Avrupa'nın taçsız hükümdarları Swift, Defoe, Voltaire, Schiller, Goethe (Aydınlanma'nın en ünlü temsilcileri), insanlığı makul eylemlere, eylemlere ve yaşam tarzlarına çağırdı. Örneğin Diderot, "insan zihninin tüm bilgi alanlarında ve her zaman gösterdiği çabaların genel resmini tasvir etmek istiyordu. Voltaire, devlet çıkarlarının, insanda ve onun yasalarında hakim olan kişisel çıkarların üzerinde olması gerektiğini savundu. hayat mantık açısından açıklanır. İnsan, doğanın çeşitli yetenek ve yeteneklerle bahşettiği mükemmel bir yaratıktır. Eylemlerinden kendisi sorumlu olmalı ve eylemleri, iyilik veya cezayı hesaba katmadan özgür olmalıdır. olası hatalar için.

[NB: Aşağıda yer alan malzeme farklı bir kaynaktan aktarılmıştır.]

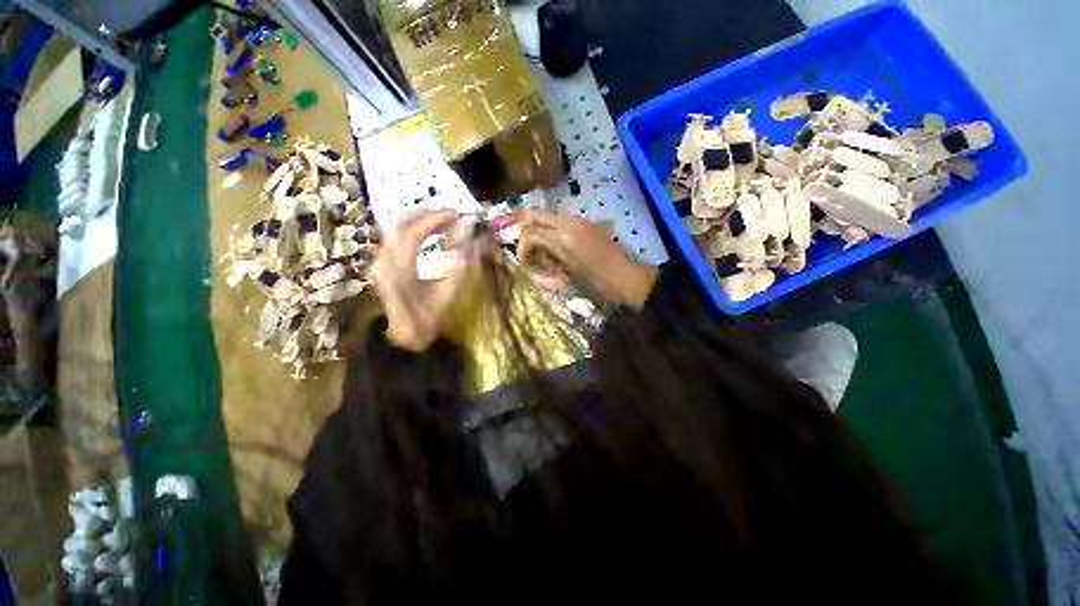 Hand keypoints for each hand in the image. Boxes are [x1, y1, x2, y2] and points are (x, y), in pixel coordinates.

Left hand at [370, 210, 478, 351]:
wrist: (404, 336)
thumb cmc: (428, 319)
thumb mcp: (448, 294)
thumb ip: (460, 267)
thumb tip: (473, 241)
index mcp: (399, 270)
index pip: (413, 233)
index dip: (435, 220)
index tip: (456, 215)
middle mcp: (383, 261)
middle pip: (400, 224)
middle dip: (426, 214)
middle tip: (450, 215)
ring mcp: (379, 261)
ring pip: (395, 228)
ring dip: (419, 220)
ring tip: (441, 221)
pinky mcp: (381, 263)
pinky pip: (395, 237)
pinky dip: (413, 229)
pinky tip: (427, 233)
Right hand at [517, 210, 657, 307]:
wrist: (626, 278)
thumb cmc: (596, 286)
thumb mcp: (565, 284)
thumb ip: (543, 274)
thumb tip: (530, 269)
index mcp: (562, 241)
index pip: (529, 233)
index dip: (521, 248)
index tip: (524, 263)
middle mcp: (568, 224)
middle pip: (535, 214)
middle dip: (525, 230)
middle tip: (528, 250)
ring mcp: (579, 220)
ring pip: (548, 215)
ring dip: (539, 228)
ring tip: (542, 249)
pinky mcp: (586, 222)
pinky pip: (561, 219)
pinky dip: (552, 229)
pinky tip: (557, 246)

Hükümdar, yalnızca kendi iradesini tanıyan bir despot gibi değil, “aydınlanmış bir hükümdar” olarak, yani akılcı ve adil bir şekilde, yasalara göre liderlik etmelidir. Hayatın anlamına dair yeni bir anlayış ortaya çıkıyor.

Aydınlanmacı'ya aralarındaki eski ilişki öyleymiş gibi geldi; insanlar aptaldı ve doğal değildi. Aydınlatıcılara göre hem temel akıl hem de doğanın kendisi, tüm insanların doğuştan eşit olduğunu öne sürüyor. 18. yüzyılda “Doğal insan” fikri çok popüler oldu. Aydınlanmacılar feodal ilişkilerin tasfiyesini (ve burjuva sisteminin kurulmasını) doğaya bir dönüş, insanda normal, doğal niteliklerin açığa çıkması olarak görüyorlardı. Normal bir insan olan "doğal insan", kendisi ve hakları hakkındaki çarpık fikirleriyle asilzadeyle tezat oluşturuyordu. Bu insan görüşü, 18. yüzyıl yazarlarının sanatsal yöntemini büyük ölçüde belirledi. Aydınlanma yazarları için klasik modeller, antik Yunan ve Roma sanatının harika eserleriydi. Aynı zamanda, o dönemin ülkesinin sosyo-politik yapısının, insanlar arasındaki normal ilişkilere ilişkin makul kavramlara uymadığını, bu nedenle birçok yazarın eserlerinde eleştirel temaların ve motiflerin geliştiğini de belirtmek gerekir.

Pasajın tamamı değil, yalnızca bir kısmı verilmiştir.